喉頭乳頭腫の前兆や初期症状について
喉頭乳頭腫の初期症状は声のかすれです。
声帯付近に腫瘍ができて、声が出しづらくなったり、小さな声しか出なくなったりします。
声の変化は、初期では周囲には気づかれにくいこともあります。また乳幼児では泣き声の弱さなどとして現れることもあります。病状が進行して腫瘍が声帯全体に広がると、声が完全に出なくなる可能性があります。

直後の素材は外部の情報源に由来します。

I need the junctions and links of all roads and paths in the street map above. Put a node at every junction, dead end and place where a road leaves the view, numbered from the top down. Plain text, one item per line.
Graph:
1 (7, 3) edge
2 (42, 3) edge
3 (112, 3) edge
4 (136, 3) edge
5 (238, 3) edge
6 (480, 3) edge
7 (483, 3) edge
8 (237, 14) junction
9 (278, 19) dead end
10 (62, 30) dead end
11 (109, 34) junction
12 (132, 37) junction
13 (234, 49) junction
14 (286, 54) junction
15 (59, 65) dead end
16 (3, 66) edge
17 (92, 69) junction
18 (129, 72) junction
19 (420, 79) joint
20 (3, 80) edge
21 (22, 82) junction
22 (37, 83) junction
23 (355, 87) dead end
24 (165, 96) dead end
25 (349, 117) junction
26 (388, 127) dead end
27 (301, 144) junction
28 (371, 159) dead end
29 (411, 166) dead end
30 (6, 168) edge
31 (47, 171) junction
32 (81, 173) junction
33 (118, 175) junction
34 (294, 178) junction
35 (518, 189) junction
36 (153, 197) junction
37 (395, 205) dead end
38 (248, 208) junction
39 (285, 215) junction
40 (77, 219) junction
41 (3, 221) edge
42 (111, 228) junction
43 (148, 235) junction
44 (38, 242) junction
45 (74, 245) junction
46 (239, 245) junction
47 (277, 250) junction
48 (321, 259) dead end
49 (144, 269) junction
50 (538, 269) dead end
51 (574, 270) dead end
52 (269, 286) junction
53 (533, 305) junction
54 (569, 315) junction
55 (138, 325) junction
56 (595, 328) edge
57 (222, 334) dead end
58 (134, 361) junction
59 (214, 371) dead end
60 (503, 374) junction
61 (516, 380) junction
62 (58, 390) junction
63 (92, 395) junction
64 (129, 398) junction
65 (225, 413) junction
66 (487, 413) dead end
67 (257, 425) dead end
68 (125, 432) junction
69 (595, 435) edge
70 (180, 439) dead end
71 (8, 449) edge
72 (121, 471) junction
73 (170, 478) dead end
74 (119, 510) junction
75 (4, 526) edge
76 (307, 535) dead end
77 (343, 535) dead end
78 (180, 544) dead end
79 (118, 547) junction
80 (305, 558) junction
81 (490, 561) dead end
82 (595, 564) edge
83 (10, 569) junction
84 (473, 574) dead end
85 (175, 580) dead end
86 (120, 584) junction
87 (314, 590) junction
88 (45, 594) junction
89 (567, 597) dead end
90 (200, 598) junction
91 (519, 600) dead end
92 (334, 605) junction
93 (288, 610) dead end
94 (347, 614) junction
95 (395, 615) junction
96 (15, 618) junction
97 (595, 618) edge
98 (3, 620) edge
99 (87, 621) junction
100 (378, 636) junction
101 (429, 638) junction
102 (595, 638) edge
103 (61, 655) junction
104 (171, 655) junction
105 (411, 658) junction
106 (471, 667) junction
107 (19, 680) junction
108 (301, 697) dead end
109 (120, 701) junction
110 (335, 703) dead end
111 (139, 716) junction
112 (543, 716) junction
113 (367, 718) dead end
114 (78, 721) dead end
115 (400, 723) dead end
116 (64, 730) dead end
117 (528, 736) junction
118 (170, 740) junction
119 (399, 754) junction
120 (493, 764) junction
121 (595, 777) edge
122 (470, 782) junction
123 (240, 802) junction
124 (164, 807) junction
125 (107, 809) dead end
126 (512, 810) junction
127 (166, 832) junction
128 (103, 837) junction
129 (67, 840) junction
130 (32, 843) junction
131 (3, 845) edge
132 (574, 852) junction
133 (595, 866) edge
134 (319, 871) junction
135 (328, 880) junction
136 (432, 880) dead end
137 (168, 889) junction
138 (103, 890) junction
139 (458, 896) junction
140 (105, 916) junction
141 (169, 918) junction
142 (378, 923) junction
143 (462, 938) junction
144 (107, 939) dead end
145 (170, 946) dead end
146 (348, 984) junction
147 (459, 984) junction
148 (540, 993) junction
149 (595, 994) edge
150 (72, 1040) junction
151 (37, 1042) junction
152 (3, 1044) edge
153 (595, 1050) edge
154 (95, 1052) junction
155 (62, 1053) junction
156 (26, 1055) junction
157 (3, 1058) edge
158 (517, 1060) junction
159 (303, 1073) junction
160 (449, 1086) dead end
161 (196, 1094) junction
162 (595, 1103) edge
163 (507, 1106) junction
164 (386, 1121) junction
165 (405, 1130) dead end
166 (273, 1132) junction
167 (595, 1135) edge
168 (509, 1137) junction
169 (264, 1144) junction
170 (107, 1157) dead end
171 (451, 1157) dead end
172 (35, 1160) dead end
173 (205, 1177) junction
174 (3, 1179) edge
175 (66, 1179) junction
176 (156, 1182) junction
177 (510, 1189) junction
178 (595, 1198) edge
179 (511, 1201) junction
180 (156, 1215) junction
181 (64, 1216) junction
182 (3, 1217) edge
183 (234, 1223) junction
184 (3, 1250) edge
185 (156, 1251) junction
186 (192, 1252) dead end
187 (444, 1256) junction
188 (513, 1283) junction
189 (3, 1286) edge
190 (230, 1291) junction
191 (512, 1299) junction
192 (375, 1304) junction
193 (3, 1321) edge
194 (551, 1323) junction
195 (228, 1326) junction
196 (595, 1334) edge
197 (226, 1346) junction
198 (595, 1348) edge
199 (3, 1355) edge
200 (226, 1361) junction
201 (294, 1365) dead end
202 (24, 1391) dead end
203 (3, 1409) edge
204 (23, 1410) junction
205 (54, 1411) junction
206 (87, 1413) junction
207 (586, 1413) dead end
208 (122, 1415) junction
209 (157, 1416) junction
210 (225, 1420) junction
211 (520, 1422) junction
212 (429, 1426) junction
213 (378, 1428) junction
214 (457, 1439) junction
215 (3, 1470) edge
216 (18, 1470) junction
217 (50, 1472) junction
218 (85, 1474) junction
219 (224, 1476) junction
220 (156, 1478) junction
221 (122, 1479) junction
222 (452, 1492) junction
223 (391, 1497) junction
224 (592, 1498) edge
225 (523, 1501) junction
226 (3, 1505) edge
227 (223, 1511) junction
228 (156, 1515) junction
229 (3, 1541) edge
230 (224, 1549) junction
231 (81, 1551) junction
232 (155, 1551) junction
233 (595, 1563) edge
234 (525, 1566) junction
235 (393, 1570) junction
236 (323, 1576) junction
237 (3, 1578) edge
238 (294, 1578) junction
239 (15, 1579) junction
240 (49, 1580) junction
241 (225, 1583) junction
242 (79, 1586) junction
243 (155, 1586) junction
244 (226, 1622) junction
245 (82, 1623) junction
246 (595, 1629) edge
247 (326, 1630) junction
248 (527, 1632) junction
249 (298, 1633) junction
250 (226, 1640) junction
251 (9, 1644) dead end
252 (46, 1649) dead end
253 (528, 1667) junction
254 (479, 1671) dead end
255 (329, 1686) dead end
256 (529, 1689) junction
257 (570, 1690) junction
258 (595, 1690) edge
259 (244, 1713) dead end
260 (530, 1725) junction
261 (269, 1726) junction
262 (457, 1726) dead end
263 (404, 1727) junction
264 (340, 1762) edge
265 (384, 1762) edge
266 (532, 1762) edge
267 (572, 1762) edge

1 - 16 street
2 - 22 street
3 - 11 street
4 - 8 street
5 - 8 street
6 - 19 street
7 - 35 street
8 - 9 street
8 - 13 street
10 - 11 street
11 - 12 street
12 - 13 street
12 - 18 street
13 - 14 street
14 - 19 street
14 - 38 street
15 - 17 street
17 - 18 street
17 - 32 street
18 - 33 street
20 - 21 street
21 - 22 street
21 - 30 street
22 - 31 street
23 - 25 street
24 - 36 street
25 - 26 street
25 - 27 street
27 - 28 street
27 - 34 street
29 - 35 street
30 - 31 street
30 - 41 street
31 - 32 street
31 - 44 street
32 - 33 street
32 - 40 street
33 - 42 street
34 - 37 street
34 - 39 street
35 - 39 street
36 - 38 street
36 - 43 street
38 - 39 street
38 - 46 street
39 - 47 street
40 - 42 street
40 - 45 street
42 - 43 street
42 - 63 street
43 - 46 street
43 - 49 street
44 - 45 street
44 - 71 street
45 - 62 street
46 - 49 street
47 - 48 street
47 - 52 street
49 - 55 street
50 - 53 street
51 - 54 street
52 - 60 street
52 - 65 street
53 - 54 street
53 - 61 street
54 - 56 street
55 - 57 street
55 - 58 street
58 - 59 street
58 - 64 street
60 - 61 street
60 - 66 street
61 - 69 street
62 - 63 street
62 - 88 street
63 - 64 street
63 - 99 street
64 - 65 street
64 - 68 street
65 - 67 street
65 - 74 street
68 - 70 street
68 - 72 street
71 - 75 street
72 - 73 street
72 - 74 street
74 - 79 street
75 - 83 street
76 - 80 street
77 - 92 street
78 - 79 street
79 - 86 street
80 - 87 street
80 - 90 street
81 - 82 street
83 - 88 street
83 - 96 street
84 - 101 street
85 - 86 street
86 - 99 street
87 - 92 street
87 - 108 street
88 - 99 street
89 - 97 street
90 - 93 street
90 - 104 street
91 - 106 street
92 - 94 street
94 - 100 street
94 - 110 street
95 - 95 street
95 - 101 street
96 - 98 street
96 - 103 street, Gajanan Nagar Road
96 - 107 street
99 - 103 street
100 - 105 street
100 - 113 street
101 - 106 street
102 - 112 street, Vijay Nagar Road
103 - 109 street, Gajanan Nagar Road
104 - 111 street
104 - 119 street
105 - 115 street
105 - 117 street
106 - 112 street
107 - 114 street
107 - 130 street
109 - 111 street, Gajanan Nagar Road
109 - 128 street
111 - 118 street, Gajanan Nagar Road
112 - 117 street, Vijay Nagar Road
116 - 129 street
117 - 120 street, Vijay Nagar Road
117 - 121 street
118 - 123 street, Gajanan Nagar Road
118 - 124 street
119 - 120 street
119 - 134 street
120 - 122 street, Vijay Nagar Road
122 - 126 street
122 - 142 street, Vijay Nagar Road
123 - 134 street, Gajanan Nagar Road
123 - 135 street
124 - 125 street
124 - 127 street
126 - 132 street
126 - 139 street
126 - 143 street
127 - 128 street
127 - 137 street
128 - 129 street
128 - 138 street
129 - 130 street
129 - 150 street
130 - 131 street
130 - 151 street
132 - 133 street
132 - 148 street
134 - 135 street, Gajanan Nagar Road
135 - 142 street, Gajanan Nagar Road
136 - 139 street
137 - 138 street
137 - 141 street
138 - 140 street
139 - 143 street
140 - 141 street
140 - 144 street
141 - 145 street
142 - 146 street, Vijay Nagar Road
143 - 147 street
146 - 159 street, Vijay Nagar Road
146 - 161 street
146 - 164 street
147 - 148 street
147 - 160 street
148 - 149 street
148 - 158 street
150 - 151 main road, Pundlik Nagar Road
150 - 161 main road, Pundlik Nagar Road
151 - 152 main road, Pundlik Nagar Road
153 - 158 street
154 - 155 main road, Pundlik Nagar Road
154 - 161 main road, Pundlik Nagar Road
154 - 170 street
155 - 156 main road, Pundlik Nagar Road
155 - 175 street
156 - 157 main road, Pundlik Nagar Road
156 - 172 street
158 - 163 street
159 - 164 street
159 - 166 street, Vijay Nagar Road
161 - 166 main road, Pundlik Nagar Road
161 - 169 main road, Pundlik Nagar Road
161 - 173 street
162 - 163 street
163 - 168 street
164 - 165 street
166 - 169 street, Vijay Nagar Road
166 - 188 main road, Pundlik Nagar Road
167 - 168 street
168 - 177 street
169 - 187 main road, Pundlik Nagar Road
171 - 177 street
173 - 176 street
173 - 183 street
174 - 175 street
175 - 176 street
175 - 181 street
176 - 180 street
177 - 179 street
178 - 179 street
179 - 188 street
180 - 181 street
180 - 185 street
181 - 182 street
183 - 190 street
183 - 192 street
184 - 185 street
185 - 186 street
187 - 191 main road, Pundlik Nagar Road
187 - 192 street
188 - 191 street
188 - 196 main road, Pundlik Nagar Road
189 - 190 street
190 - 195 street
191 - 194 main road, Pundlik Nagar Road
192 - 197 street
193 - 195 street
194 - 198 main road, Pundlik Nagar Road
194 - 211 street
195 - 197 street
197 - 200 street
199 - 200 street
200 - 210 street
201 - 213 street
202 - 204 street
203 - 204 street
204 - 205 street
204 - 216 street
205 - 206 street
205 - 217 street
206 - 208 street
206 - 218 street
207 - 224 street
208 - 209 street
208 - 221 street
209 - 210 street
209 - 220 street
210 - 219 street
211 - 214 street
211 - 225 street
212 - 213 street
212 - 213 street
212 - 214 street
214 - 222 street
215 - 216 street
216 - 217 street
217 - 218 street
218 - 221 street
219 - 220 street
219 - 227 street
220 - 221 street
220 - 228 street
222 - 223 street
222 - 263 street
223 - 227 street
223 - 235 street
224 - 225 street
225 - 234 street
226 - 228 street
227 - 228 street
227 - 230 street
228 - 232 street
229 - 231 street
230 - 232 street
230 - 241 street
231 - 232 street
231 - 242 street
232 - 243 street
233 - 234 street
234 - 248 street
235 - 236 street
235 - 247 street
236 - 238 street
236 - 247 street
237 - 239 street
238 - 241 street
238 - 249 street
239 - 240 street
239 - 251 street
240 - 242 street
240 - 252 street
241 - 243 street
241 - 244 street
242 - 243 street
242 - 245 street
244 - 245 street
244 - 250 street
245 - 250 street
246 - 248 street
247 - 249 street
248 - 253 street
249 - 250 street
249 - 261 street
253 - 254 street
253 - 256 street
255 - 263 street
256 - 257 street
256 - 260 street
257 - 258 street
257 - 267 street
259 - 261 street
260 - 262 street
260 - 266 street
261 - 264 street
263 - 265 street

特に小児の発症例では、症状の進行が深刻な病状をもたらすことがあるため、注意が必要です。腫瘍の成長により気道が狭窄し、呼吸困難や喘鳴、チアノーゼなどの症状が現れることもあります。
喉頭乳頭腫の検査・診断
喉頭乳頭腫の検査と診断は主にファイバースコープを用いておこなわれます。
喉頭乳頭腫が疑われる場合、ファイバースコープによって喉頭の状態を直接観察し、腫瘍の存在や範囲を確認します。ファイバースコープにより、乳頭状に増殖する特徴的な腫瘍の状態を肉眼で確認できます。
診断の精度を高めるため、ファイバースコープで確認しながら病変部位の一部を採取し、病理学的検査をおこないます。
採取された組織は顕微鏡下で詳細に調べられ、腫瘍の性質や悪性の可能性、HPVの存在などが確認されます。
腫瘍が良性であり、HPVが検出された場合、喉頭乳頭腫と診断されます。
必要に応じてHPV遺伝子のタイピング検査もおこない、HPVのどの型に感染しているのか確かめることもあります。